14.) Seattle Seahawks (2-1) (21) — The good thing about this Seahawks roller coaster is you don’t have to wait in line for 90 minutes to ride it. And it lasts 3 hours instead of 5 minutes. OK, look, we all know (except Golden Tate, Pete Carroll and the NFL apparently) that it was an interception on Monday, so really, Seattle should be lower. But like Mr. Parcells says, you are what your record is and Carroll’s crew is 2-1. Don’t forget to fasten your seatbelt.
13.) Dallas Cowboys (2-1) (15) — Funny how with all that’s going with the replacement refs, Belichick, Rodgers, the crappy Saints, Cardinals shocking everyone, Eagles, that the Cowboys are seemingly flying under the radar. Who thought we’d ever say that?
12.) Chicago Bears (2-1) (14) — The defense won this game for Chicago last week, we can all agree on that. I’m not saying its carrying Jay Cutler’s dopey ass so far this season but Mr. Cavallari is tied for the lead league in INTs (6), 4th in times sacked (11) and 2nd to last in passer rating (58.6). But he currently is in 1st in Picking On Guys On Your Team Twice Your Size. So good job!
11.) Arizona Cardinals (3-0) (20) — Overreaction jump in the rankings! Kevin Kolb! Defense! Loud Noises!
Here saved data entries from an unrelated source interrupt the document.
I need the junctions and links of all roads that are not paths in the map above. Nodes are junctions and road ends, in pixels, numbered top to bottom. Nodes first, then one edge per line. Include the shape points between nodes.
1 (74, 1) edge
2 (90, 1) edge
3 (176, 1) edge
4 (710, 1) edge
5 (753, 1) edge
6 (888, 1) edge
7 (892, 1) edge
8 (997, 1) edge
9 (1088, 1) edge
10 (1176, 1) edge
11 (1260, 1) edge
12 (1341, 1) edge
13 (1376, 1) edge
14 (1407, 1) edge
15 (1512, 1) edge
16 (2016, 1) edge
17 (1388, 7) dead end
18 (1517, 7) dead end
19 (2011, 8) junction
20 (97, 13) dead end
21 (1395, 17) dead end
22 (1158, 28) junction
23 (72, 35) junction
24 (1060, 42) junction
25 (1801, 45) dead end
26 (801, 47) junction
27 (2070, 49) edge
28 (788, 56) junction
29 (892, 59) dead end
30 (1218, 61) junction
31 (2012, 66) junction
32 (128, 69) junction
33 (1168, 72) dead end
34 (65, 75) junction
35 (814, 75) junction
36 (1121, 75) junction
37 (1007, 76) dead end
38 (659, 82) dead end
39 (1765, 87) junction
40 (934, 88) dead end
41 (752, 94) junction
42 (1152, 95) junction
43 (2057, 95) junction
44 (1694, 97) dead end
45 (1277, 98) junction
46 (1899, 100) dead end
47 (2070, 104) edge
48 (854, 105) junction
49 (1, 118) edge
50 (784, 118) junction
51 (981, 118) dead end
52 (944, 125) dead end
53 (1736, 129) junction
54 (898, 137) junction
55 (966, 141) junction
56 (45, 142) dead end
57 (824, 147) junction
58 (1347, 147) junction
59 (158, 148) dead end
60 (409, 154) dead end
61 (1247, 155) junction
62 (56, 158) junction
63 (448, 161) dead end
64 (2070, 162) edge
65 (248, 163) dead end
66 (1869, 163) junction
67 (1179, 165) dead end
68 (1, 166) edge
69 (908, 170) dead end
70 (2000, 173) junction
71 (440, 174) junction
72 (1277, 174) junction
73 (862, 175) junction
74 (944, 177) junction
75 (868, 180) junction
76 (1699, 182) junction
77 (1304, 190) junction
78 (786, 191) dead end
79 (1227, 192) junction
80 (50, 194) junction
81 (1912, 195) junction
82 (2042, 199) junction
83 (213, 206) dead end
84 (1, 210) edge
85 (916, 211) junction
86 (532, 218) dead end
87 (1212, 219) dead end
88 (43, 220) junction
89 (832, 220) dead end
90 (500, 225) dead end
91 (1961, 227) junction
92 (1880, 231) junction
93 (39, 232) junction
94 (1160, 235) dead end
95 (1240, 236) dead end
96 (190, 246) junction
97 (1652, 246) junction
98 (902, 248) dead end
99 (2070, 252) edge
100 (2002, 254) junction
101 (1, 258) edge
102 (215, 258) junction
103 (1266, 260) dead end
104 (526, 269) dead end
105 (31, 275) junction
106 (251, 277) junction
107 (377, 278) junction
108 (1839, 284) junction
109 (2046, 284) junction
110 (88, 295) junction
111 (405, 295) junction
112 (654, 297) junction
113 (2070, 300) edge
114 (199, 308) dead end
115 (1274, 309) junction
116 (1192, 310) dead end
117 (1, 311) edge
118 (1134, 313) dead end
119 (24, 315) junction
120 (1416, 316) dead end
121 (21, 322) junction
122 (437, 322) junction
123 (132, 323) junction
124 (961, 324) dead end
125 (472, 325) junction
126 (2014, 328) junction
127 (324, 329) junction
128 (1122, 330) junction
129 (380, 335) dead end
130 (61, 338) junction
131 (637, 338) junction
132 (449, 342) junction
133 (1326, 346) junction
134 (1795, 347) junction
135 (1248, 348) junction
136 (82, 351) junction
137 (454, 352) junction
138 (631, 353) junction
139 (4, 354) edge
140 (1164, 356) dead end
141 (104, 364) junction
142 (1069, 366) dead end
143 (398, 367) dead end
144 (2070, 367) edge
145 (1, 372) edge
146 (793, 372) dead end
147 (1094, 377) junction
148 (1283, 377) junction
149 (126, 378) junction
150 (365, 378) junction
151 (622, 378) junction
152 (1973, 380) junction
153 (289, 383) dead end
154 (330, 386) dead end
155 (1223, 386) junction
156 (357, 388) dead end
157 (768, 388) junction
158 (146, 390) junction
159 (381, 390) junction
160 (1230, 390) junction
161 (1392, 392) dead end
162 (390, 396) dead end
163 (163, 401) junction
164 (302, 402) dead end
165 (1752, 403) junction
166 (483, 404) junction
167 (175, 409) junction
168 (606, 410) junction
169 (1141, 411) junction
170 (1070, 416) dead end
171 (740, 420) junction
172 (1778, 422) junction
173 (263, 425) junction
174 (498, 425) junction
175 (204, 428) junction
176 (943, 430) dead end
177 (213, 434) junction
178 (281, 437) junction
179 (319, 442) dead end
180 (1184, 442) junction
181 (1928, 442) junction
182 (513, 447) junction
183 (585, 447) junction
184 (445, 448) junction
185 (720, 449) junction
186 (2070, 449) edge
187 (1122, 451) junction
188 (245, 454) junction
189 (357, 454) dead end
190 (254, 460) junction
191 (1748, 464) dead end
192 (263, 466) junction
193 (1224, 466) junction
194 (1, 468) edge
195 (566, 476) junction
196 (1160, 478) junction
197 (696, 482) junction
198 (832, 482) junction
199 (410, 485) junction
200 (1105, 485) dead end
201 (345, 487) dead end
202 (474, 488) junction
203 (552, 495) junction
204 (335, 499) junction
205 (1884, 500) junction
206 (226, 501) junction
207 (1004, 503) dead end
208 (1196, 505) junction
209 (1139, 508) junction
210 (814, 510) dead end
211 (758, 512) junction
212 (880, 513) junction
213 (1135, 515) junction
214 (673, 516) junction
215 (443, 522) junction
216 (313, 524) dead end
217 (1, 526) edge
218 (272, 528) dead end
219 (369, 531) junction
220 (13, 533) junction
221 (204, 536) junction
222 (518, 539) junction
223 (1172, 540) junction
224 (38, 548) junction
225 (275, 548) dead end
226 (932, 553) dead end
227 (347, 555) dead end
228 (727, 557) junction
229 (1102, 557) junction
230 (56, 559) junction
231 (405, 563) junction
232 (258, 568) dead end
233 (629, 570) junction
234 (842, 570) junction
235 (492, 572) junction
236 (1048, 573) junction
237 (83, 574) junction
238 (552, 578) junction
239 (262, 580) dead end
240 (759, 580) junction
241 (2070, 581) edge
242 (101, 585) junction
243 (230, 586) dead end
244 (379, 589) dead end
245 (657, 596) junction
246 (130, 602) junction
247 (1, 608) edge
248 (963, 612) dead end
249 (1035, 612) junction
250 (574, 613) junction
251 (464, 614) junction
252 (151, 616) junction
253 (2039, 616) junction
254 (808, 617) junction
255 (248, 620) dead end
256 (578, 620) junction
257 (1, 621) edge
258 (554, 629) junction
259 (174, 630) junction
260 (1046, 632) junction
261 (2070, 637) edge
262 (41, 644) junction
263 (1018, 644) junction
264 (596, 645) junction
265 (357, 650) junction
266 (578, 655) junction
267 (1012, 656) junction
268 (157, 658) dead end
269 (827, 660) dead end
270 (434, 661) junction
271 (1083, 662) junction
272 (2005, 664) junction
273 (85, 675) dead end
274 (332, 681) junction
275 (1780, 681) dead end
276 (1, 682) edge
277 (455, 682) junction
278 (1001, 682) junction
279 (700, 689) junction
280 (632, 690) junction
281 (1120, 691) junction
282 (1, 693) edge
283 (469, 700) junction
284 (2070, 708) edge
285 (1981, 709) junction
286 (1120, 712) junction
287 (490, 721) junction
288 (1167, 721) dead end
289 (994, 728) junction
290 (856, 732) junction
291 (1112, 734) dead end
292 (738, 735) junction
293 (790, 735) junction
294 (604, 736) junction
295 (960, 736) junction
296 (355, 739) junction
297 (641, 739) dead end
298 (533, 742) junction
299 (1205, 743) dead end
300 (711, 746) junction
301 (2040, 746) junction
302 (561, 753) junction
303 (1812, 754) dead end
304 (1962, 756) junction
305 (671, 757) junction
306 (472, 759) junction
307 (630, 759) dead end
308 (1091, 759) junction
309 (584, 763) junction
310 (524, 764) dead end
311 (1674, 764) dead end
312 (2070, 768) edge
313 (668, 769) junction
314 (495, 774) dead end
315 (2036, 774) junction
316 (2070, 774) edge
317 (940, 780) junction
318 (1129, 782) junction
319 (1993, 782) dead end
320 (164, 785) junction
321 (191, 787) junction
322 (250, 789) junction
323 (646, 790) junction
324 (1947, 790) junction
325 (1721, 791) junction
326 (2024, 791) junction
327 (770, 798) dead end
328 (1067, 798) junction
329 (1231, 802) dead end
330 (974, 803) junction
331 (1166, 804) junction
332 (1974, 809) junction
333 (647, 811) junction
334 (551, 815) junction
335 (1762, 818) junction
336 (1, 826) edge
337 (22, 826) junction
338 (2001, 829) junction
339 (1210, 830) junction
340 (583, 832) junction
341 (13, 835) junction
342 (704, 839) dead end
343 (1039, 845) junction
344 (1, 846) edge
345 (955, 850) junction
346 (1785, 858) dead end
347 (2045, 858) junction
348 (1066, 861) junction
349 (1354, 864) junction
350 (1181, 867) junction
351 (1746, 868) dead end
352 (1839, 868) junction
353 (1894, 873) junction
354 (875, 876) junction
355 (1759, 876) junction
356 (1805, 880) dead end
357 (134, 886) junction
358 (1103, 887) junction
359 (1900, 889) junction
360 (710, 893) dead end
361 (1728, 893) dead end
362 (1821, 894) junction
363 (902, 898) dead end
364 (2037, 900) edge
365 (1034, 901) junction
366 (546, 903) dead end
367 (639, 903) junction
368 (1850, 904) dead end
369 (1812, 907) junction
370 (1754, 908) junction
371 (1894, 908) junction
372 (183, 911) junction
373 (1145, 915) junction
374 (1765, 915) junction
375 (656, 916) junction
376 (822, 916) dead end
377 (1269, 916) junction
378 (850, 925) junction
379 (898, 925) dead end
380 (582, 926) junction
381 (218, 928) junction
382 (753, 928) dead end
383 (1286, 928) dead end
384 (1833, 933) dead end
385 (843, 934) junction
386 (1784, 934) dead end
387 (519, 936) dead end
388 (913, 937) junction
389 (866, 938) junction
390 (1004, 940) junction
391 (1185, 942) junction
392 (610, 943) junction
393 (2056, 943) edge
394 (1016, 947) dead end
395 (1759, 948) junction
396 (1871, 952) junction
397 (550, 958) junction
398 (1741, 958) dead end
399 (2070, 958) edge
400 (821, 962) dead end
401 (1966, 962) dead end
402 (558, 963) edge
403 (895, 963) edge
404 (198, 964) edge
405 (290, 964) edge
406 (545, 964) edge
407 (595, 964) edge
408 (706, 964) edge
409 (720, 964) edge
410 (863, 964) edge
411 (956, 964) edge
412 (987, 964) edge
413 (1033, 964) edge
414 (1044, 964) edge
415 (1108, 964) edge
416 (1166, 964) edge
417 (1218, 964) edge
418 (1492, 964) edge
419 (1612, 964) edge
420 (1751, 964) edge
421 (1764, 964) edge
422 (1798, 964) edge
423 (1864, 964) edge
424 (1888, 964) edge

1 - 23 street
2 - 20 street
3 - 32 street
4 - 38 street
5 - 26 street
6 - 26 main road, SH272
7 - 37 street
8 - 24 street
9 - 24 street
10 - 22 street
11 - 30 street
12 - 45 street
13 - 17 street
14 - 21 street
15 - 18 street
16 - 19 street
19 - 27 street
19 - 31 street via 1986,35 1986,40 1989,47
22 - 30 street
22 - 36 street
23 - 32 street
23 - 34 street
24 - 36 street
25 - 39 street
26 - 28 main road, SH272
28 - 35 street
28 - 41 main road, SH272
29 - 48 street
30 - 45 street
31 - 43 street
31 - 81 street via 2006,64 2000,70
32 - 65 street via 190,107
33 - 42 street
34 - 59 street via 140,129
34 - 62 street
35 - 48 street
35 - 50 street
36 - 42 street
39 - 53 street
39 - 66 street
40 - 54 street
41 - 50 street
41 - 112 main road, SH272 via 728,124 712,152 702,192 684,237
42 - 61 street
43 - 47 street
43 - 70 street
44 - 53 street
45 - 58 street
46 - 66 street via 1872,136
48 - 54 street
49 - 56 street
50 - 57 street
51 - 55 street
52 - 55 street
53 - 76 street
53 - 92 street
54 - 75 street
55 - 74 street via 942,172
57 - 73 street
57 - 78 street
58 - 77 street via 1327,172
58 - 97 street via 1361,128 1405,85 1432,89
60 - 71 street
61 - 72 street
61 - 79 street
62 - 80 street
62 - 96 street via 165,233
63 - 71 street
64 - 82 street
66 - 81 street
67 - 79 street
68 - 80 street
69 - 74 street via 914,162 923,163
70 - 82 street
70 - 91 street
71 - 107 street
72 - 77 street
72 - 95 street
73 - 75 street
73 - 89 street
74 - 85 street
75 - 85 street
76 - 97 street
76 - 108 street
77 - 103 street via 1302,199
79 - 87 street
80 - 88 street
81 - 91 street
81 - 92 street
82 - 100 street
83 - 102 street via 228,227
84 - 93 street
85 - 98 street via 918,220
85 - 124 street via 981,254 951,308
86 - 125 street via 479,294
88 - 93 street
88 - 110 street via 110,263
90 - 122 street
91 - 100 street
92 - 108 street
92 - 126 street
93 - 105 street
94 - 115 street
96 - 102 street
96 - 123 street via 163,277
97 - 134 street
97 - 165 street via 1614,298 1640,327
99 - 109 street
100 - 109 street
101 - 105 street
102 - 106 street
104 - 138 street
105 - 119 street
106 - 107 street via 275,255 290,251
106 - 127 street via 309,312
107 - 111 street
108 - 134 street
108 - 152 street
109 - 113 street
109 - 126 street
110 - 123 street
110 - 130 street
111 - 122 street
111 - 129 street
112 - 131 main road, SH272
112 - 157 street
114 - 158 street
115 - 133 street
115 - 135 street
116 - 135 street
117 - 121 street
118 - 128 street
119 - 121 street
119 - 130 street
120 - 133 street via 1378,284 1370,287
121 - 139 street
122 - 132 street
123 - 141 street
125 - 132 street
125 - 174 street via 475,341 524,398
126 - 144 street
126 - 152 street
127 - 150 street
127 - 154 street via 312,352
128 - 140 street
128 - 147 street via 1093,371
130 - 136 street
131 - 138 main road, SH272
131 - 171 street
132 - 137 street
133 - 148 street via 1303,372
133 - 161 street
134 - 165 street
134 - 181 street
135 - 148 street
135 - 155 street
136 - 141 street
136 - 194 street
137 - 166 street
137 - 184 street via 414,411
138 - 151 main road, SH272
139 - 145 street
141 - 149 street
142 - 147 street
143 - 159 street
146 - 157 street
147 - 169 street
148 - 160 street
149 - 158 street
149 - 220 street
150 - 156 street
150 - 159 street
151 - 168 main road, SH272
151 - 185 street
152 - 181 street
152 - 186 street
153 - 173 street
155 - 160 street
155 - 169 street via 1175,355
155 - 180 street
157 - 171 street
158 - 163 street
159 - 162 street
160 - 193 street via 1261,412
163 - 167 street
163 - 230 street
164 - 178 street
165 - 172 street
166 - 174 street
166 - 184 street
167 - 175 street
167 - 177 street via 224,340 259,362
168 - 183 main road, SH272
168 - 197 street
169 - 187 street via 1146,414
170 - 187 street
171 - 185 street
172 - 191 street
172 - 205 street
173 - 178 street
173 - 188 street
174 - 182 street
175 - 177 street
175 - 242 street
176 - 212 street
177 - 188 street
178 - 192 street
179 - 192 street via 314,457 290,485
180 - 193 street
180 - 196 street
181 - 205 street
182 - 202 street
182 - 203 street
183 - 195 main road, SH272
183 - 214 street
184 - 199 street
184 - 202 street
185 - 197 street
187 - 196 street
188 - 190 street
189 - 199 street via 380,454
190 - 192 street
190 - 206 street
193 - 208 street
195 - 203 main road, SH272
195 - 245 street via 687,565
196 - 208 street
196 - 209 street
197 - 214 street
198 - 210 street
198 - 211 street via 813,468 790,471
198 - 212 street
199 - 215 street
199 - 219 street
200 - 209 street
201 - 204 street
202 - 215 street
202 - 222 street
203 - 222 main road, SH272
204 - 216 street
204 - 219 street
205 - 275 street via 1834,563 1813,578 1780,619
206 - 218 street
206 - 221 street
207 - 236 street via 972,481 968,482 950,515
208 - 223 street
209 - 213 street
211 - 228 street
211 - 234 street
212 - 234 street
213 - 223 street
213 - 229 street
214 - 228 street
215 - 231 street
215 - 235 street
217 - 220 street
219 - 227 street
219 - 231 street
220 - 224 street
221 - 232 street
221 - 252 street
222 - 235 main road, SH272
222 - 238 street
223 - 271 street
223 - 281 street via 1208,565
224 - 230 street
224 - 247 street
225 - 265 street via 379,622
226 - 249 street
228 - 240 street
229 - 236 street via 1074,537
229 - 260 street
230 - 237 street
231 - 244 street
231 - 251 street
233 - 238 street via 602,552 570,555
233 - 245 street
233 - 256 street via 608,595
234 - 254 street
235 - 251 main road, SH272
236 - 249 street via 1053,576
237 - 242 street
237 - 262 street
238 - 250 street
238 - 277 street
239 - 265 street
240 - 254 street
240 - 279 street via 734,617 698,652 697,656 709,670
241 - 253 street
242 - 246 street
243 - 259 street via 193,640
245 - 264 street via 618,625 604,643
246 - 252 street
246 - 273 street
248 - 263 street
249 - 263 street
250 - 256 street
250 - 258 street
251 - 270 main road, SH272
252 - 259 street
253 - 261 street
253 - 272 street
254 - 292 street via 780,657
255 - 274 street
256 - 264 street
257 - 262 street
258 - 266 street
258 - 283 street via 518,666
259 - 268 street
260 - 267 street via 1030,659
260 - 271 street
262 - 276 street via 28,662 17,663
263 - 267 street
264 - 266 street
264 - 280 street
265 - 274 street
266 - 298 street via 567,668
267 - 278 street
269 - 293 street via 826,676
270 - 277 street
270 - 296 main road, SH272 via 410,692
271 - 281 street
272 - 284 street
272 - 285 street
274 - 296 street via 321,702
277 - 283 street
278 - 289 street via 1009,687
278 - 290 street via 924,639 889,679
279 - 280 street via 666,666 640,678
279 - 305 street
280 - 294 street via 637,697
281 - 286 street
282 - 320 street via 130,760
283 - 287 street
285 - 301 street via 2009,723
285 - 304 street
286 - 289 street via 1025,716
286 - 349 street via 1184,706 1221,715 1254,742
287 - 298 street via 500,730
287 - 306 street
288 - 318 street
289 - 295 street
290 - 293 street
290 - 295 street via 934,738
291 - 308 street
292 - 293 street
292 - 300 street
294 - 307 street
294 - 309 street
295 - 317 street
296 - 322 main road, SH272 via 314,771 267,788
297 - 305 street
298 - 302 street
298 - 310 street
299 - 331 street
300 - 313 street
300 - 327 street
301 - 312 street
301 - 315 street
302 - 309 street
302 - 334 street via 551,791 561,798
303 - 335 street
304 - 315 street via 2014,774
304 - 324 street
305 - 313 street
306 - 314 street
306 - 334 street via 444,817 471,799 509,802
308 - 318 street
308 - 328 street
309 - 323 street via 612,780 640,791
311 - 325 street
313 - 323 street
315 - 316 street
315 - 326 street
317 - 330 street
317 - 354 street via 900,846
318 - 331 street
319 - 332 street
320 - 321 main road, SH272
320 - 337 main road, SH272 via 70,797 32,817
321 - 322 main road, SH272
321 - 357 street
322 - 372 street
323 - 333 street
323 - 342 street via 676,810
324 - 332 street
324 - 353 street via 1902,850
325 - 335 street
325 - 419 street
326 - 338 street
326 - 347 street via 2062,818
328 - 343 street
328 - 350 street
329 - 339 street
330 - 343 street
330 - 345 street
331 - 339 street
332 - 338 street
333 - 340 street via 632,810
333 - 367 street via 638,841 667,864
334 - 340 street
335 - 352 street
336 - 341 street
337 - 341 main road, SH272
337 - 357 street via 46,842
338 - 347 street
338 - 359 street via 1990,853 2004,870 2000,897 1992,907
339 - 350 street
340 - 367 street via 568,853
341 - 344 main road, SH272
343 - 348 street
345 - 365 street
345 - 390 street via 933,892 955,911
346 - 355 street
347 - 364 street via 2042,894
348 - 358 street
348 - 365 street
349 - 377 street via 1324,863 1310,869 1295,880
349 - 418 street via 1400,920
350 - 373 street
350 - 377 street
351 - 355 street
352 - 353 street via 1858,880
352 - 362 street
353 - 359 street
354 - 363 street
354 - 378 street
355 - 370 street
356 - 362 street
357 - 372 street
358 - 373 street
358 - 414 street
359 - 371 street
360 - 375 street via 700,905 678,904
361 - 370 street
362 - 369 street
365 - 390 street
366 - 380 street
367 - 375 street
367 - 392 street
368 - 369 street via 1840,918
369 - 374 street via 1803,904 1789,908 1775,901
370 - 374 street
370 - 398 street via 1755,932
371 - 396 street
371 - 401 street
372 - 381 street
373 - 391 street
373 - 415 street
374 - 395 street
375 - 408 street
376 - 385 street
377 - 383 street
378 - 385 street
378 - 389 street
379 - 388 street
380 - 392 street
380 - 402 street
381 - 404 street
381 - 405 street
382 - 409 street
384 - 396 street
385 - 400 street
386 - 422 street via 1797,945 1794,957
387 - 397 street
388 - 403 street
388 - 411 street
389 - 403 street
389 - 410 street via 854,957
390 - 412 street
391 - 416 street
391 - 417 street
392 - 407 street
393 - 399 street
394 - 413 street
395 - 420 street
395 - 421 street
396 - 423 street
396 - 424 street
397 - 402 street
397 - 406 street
10.) Pittsburgh Steelers (1-2) (8) — More from diehard Steelers fan Jantzen: “There was a woman behind me that said ‘I’m gonna beat the shit out of a steeler fan tonight’ after DHB got knocked the fuck out. When Antonio Brown fumbled, that same woman jumped on the back of my seat, put her arms around me and started shaking me. The closest steeler fans were 10 rows away from us. I thought I was gonna get shanked. Lucikly she left me alone. Part of me is glad we lost.” Raiders fans, everybody!
9.) Denver Broncos (1-2) (9) — Some of the tweets during the Texans/Broncos game this week were interesting. A lot of “Peyton Manning can’t throw anymore” floating around out there. Look, Peyton’s never thrown the prettiest ball but it always got there and in a HURRY. Through 3 weeks it’s clear we’re not seeing that just yet. Now, will it come back? Or is this the Peyton 2.0. But it was kinda cool seeing him get back the Broncos back in the game they had no business being in.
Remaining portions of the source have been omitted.